Aim of the exercise: Report every line of the records that contains the word "name".

(Provided information Opens)

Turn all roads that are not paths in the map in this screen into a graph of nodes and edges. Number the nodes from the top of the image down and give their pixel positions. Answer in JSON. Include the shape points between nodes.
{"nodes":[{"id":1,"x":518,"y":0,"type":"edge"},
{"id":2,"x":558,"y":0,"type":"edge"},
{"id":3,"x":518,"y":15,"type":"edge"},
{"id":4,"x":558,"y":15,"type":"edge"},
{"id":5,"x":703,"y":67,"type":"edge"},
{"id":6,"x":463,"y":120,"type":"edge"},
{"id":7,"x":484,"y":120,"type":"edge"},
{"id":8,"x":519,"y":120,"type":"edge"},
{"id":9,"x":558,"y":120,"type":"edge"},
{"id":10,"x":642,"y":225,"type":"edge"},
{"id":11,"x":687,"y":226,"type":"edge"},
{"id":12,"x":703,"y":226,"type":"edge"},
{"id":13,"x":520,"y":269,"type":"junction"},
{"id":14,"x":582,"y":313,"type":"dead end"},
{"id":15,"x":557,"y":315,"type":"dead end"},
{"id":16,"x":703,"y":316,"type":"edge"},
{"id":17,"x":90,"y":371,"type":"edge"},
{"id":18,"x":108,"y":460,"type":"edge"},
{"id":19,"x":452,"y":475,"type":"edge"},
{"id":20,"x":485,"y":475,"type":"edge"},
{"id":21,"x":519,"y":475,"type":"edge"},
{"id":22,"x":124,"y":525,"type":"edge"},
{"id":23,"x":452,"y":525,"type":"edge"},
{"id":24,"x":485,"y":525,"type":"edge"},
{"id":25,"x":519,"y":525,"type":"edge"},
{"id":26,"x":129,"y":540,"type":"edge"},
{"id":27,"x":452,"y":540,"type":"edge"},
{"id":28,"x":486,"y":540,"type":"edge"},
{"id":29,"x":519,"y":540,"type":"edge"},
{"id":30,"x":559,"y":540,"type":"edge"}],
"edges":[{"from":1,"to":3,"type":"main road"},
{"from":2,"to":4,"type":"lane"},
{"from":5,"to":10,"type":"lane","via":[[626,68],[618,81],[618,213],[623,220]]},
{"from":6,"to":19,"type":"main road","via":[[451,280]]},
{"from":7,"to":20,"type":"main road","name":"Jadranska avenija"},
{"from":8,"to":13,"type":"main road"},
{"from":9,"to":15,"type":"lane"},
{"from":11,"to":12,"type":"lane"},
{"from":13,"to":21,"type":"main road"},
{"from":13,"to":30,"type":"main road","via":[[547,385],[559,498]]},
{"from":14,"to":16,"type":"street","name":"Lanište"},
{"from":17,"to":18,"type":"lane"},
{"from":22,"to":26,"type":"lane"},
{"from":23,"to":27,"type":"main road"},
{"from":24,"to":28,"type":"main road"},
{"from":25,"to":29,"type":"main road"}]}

(Provided information Closes)

Task result:
{"from":7,"to":20,"type":"main road","name":"Jadranska avenija"},
{"from":14,"to":16,"type":"street","name":"Lanište"},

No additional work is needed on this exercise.